▸ PROBLEM DESCRIPTION
Leave out each picture. Repeat everything else in the records exactly.

▸ DATA EXTRACTS
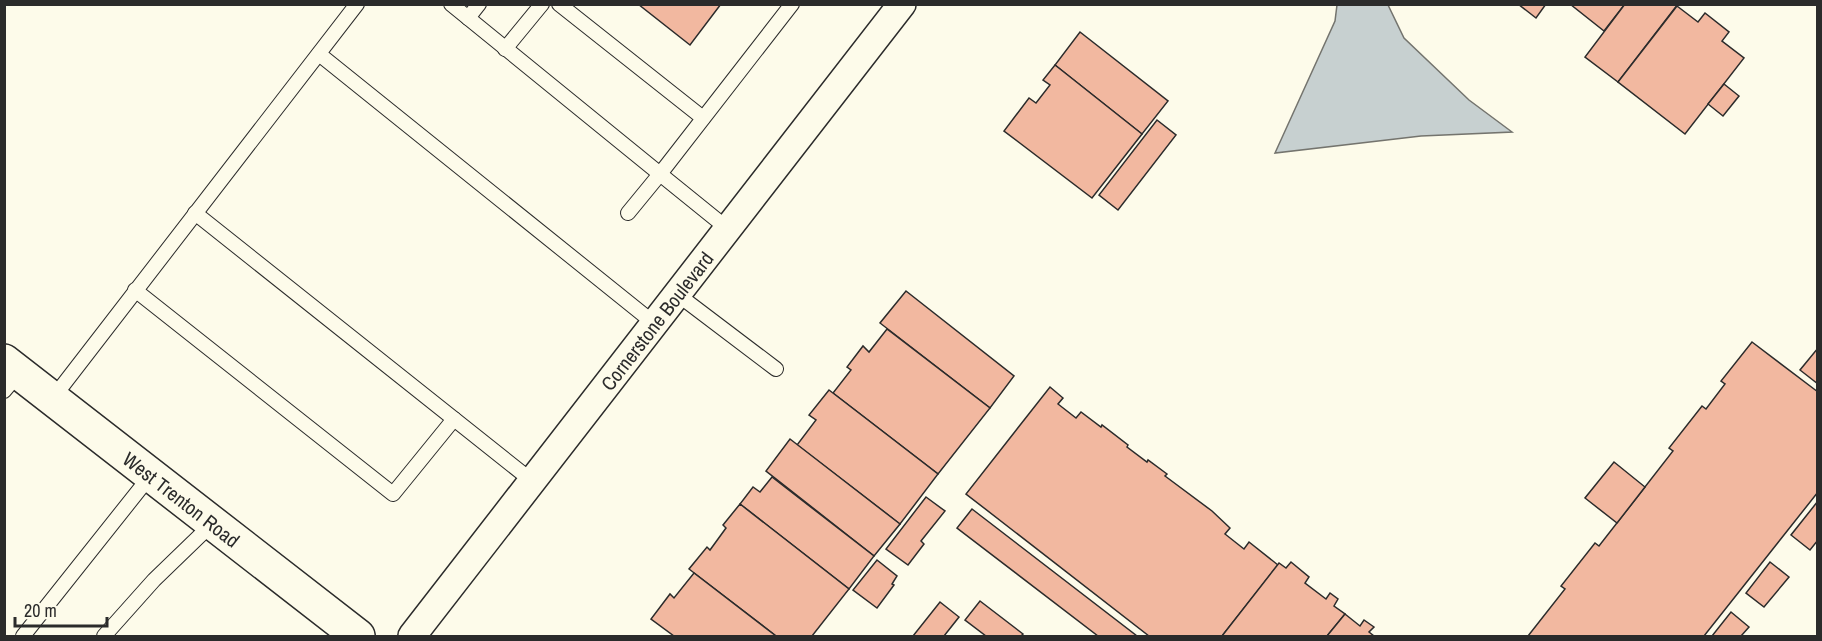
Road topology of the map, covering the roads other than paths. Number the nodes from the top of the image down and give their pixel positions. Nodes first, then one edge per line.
1 (357, 4) edge
2 (451, 4) edge
3 (478, 4) edge
4 (542, 4) edge
5 (560, 4) edge
6 (792, 4) edge
7 (902, 4) edge
8 (468, 18) junction
9 (505, 49) junction
10 (318, 54) junction
11 (703, 118) junction
12 (660, 174) junction
13 (195, 213) junction
14 (628, 213) dead end
15 (728, 229) junction
16 (135, 290) junction
17 (677, 294) junction
18 (655, 324) junction
19 (776, 369) dead end
20 (10, 375) edge
21 (53, 398) junction
22 (454, 419) junction
23 (151, 475) junction
24 (532, 481) junction
25 (213, 523) junction
26 (23, 636) edge
27 (104, 636) edge
28 (358, 636) edge
29 (412, 636) edge

1 - 10 lane
2 - 8 lane
3 - 8 lane
4 - 9 lane
5 - 11 lane
6 - 11 lane
7 - 15 street, Cornerstone Boulevard
8 - 9 lane
9 - 12 lane
10 - 13 lane
10 - 18 lane
11 - 12 lane
12 - 14 lane
12 - 15 lane
13 - 16 lane
13 - 22 lane
15 - 17 street, Cornerstone Boulevard
16 - 21 lane
16 - 22 lane
17 - 18 street, Cornerstone Boulevard
17 - 19 lane
18 - 24 street, Cornerstone Boulevard
20 - 21 main road, West Trenton Road
21 - 23 main road, West Trenton Road
22 - 24 lane
23 - 25 main road, West Trenton Road
23 - 26 lane
24 - 29 street, Cornerstone Boulevard
25 - 27 lane
25 - 28 main road, West Trenton Road

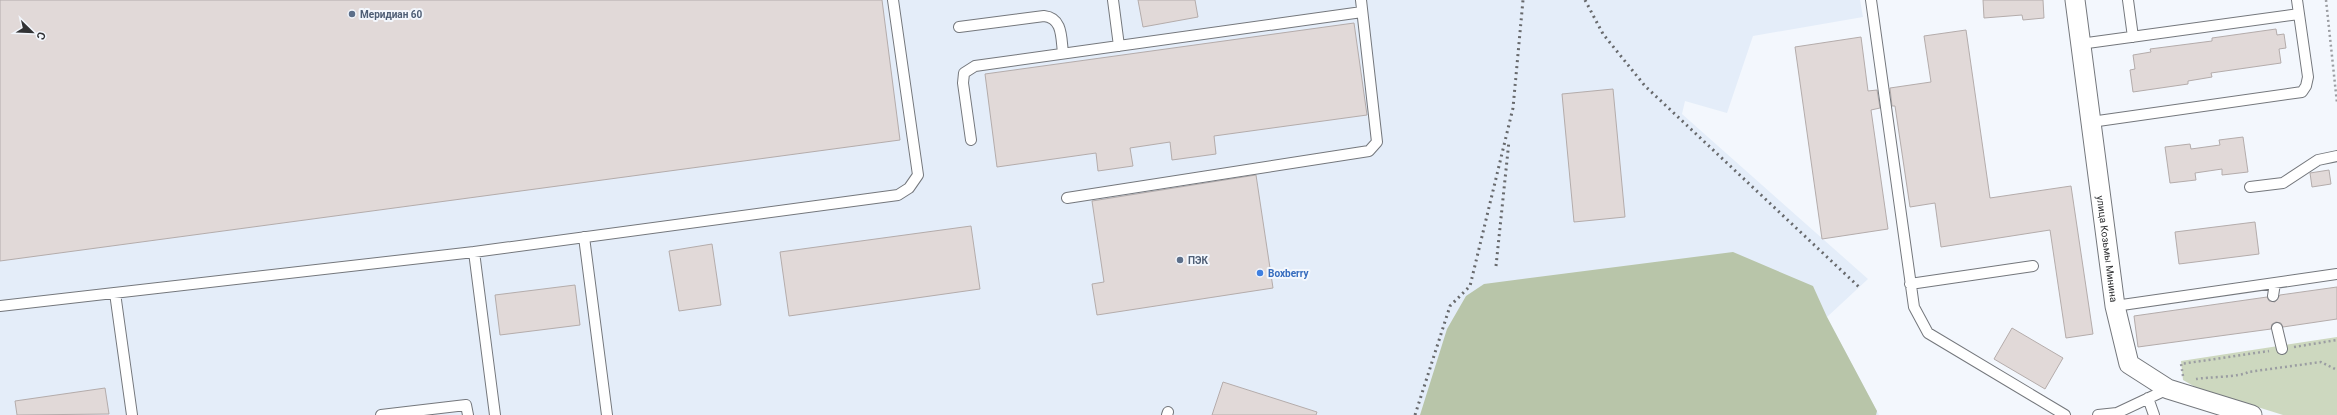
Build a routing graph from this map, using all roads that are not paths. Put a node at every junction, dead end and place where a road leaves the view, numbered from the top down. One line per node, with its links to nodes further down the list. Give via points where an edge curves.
1 (893, 0): 20 (lane, via 918,175 909,188 898,195)
2 (1113, 0): 13 (lane)
3 (1361, 0): 8 (lane)
4 (1871, 0): 25 (lane)
5 (2074, 0): 12 (street, улица Козьмы Минина)
6 (2128, 0): 11 (lane)
7 (2297, 0): 9 (lane)
8 (1362, 12): 13 (lane); 19 (lane, via 1377,142 1369,151)
9 (2299, 14): 11 (lane); 15 (lane, via 2308,77 2302,92)
10 (959, 27): 14 (lane, via 1051,17 1059,26)
11 (2133, 37): 12 (lane)
12 (2080, 44): 15 (street, улица Козьмы Минина)
13 (1119, 46): 14 (lane)
14 (1063, 53): 16 (lane, via 969,68 964,74 963,83)
15 (2091, 122): 29 (street, улица Козьмы Минина)
16 (971, 140)
17 (2337, 156): 18 (lane, via 2318,160 2283,183)
18 (2250, 187)
19 (1067, 198)
20 (584, 238): 21 (lane); 38 (lane)
21 (474, 252): 26 (lane); 37 (lane)
22 (2033, 266): 25 (lane)
23 (2337, 274): 24 (lane)
24 (2275, 283): 27 (lane); 29 (lane)
25 (1910, 284): 39 (lane, via 1914,307 1928,333)
26 (115, 292): 28 (lane); 34 (lane)
27 (2273, 296)
28 (0, 306)
29 (2115, 306): 32 (street, улица Козьмы Минина, via 2129,364)
30 (2277, 328): 31 (lane)
31 (2282, 349)
32 (2176, 385): 33 (lane); 42 (street, улица Козьмы Минина)
33 (2148, 398): 40 (lane, via 2117,413); 41 (lane)
34 (132, 415)
35 (381, 415): 36 (lane, via 466,404)
36 (468, 415)
37 (495, 415)
38 (607, 415)
39 (2065, 415)
40 (2098, 415)
41 (2154, 415)
42 (2252, 415)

▸ RESULT FOR THIS EXERCISE
Road topology of the map, covering the roads other than paths. Number the nodes from the top of the image down and give their pixel positions. Nodes first, then one edge per line.
1 (357, 4) edge
2 (451, 4) edge
3 (478, 4) edge
4 (542, 4) edge
5 (560, 4) edge
6 (792, 4) edge
7 (902, 4) edge
8 (468, 18) junction
9 (505, 49) junction
10 (318, 54) junction
11 (703, 118) junction
12 (660, 174) junction
13 (195, 213) junction
14 (628, 213) dead end
15 (728, 229) junction
16 (135, 290) junction
17 (677, 294) junction
18 (655, 324) junction
19 (776, 369) dead end
20 (10, 375) edge
21 (53, 398) junction
22 (454, 419) junction
23 (151, 475) junction
24 (532, 481) junction
25 (213, 523) junction
26 (23, 636) edge
27 (104, 636) edge
28 (358, 636) edge
29 (412, 636) edge

1 - 10 lane
2 - 8 lane
3 - 8 lane
4 - 9 lane
5 - 11 lane
6 - 11 lane
7 - 15 street, Cornerstone Boulevard
8 - 9 lane
9 - 12 lane
10 - 13 lane
10 - 18 lane
11 - 12 lane
12 - 14 lane
12 - 15 lane
13 - 16 lane
13 - 22 lane
15 - 17 street, Cornerstone Boulevard
16 - 21 lane
16 - 22 lane
17 - 18 street, Cornerstone Boulevard
17 - 19 lane
18 - 24 street, Cornerstone Boulevard
20 - 21 main road, West Trenton Road
21 - 23 main road, West Trenton Road
22 - 24 lane
23 - 25 main road, West Trenton Road
23 - 26 lane
24 - 29 street, Cornerstone Boulevard
25 - 27 lane
25 - 28 main road, West Trenton Road

Build a routing graph from this map, using all roads that are not paths. Put a node at every junction, dead end and place where a road leaves the view, numbered from the top down. One line per node, with its links to nodes further down the list. Give via points where an edge curves.
1 (893, 0): 20 (lane, via 918,175 909,188 898,195)
2 (1113, 0): 13 (lane)
3 (1361, 0): 8 (lane)
4 (1871, 0): 25 (lane)
5 (2074, 0): 12 (street, улица Козьмы Минина)
6 (2128, 0): 11 (lane)
7 (2297, 0): 9 (lane)
8 (1362, 12): 13 (lane); 19 (lane, via 1377,142 1369,151)
9 (2299, 14): 11 (lane); 15 (lane, via 2308,77 2302,92)
10 (959, 27): 14 (lane, via 1051,17 1059,26)
11 (2133, 37): 12 (lane)
12 (2080, 44): 15 (street, улица Козьмы Минина)
13 (1119, 46): 14 (lane)
14 (1063, 53): 16 (lane, via 969,68 964,74 963,83)
15 (2091, 122): 29 (street, улица Козьмы Минина)
16 (971, 140)
17 (2337, 156): 18 (lane, via 2318,160 2283,183)
18 (2250, 187)
19 (1067, 198)
20 (584, 238): 21 (lane); 38 (lane)
21 (474, 252): 26 (lane); 37 (lane)
22 (2033, 266): 25 (lane)
23 (2337, 274): 24 (lane)
24 (2275, 283): 27 (lane); 29 (lane)
25 (1910, 284): 39 (lane, via 1914,307 1928,333)
26 (115, 292): 28 (lane); 34 (lane)
27 (2273, 296)
28 (0, 306)
29 (2115, 306): 32 (street, улица Козьмы Минина, via 2129,364)
30 (2277, 328): 31 (lane)
31 (2282, 349)
32 (2176, 385): 33 (lane); 42 (street, улица Козьмы Минина)
33 (2148, 398): 40 (lane, via 2117,413); 41 (lane)
34 (132, 415)
35 (381, 415): 36 (lane, via 466,404)
36 (468, 415)
37 (495, 415)
38 (607, 415)
39 (2065, 415)
40 (2098, 415)
41 (2154, 415)
42 (2252, 415)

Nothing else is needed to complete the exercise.